Work through the records below and copy every line that includes "Bakenbos".
BEGIN THE DATA
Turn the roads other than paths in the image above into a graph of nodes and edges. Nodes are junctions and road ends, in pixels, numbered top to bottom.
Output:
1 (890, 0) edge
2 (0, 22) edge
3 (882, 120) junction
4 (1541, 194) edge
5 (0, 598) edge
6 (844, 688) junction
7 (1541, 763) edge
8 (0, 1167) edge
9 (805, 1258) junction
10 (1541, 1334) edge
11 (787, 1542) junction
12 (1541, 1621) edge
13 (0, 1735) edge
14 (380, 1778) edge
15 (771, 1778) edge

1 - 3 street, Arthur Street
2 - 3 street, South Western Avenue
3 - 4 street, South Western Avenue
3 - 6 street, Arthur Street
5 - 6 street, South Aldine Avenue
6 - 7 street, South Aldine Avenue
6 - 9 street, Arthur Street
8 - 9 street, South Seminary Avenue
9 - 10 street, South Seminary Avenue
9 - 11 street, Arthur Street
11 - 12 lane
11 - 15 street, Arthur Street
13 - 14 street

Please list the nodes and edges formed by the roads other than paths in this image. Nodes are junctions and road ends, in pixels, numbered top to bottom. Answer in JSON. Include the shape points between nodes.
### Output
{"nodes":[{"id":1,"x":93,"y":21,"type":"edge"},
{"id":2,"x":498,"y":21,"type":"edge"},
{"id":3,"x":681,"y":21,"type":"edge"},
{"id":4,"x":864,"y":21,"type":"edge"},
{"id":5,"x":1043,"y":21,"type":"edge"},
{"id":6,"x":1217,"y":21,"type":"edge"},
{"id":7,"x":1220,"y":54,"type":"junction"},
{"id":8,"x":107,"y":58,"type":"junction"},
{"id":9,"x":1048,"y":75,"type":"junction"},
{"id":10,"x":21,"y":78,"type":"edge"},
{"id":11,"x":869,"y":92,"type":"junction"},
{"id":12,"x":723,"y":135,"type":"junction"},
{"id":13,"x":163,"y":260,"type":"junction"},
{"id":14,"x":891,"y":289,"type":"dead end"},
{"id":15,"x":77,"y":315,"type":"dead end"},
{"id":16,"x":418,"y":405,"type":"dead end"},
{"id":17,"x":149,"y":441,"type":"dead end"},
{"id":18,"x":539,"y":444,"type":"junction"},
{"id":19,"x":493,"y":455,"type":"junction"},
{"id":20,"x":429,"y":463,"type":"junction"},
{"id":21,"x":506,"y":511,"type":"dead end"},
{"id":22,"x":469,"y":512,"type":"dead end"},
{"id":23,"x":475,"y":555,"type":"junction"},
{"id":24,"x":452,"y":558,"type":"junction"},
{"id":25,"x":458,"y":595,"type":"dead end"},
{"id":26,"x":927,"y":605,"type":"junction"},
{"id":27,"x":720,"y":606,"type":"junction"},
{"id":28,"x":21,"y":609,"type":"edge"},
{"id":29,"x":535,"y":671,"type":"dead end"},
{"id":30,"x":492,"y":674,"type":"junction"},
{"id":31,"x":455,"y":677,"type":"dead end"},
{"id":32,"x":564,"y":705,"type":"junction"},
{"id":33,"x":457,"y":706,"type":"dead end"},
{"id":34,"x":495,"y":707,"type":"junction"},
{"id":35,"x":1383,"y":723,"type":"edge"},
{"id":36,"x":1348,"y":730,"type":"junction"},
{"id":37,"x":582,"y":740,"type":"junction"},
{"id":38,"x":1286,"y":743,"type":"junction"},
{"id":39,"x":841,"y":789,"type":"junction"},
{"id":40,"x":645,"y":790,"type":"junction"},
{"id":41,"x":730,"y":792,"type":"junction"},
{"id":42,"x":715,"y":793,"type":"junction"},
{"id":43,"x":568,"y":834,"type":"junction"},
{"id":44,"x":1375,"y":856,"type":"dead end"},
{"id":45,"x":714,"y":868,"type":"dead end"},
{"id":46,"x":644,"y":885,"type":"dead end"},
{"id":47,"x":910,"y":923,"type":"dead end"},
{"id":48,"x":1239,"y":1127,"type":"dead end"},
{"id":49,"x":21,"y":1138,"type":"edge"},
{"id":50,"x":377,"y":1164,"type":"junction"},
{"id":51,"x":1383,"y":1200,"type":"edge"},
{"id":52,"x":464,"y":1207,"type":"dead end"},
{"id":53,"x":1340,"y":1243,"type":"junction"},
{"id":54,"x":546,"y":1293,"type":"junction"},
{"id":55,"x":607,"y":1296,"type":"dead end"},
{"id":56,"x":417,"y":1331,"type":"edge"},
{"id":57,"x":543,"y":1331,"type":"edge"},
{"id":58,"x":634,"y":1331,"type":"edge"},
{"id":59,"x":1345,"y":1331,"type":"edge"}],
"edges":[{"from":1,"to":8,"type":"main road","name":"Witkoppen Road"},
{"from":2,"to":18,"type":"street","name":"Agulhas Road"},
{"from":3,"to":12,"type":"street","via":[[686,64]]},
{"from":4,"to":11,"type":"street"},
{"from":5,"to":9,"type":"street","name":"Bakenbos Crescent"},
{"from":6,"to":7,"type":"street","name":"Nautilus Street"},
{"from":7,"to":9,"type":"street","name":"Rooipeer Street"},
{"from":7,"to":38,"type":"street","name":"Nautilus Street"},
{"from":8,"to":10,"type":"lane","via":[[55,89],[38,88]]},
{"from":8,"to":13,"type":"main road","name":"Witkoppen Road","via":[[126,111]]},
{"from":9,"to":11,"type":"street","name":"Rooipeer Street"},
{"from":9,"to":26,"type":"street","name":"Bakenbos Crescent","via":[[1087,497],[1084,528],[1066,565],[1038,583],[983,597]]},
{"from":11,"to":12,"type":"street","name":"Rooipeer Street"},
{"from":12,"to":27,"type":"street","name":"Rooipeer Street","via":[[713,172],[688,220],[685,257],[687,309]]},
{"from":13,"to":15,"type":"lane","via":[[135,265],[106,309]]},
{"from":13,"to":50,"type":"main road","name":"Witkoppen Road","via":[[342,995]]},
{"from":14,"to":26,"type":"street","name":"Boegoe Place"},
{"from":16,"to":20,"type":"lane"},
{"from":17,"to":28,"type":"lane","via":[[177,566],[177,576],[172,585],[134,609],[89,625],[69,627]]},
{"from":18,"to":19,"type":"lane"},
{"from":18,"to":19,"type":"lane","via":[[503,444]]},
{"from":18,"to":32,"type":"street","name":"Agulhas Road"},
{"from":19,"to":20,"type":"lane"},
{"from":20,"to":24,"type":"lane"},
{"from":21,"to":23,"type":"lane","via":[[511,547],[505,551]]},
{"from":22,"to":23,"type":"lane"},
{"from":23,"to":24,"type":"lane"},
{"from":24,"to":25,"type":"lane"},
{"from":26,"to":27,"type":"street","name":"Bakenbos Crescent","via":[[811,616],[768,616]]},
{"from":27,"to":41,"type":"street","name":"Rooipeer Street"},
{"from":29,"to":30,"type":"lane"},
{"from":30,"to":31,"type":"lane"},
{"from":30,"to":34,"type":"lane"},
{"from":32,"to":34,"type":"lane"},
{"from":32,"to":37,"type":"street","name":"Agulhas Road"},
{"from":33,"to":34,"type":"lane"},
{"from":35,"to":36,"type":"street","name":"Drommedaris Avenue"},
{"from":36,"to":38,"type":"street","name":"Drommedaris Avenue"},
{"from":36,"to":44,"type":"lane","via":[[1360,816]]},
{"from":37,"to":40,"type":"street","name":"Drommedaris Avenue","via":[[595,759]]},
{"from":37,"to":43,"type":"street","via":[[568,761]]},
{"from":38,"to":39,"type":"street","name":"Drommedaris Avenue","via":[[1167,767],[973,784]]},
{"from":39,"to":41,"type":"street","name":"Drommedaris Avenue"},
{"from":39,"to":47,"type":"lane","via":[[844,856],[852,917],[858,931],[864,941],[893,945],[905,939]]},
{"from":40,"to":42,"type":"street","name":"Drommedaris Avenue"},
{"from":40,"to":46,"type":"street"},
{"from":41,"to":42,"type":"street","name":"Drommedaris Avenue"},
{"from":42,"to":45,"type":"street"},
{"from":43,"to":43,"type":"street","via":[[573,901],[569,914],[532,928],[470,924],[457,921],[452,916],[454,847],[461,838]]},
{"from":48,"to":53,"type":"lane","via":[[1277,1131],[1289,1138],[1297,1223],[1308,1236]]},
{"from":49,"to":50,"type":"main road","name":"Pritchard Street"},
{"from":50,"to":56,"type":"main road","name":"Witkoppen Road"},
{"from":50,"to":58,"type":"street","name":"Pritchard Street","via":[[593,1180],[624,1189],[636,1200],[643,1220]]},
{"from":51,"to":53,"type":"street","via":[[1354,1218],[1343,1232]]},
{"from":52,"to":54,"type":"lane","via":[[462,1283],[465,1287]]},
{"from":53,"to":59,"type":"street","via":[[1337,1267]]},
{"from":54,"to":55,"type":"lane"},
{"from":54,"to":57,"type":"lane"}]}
END THE DATA
[RESPONSE TO THE TASK]:
{"from":5,"to":9,"type":"street","name":"Bakenbos Crescent"},
{"from":9,"to":26,"type":"street","name":"Bakenbos Crescent","via":[[1087,497],[1084,528],[1066,565],[1038,583],[983,597]]},
{"from":26,"to":27,"type":"street","name":"Bakenbos Crescent","via":[[811,616],[768,616]]},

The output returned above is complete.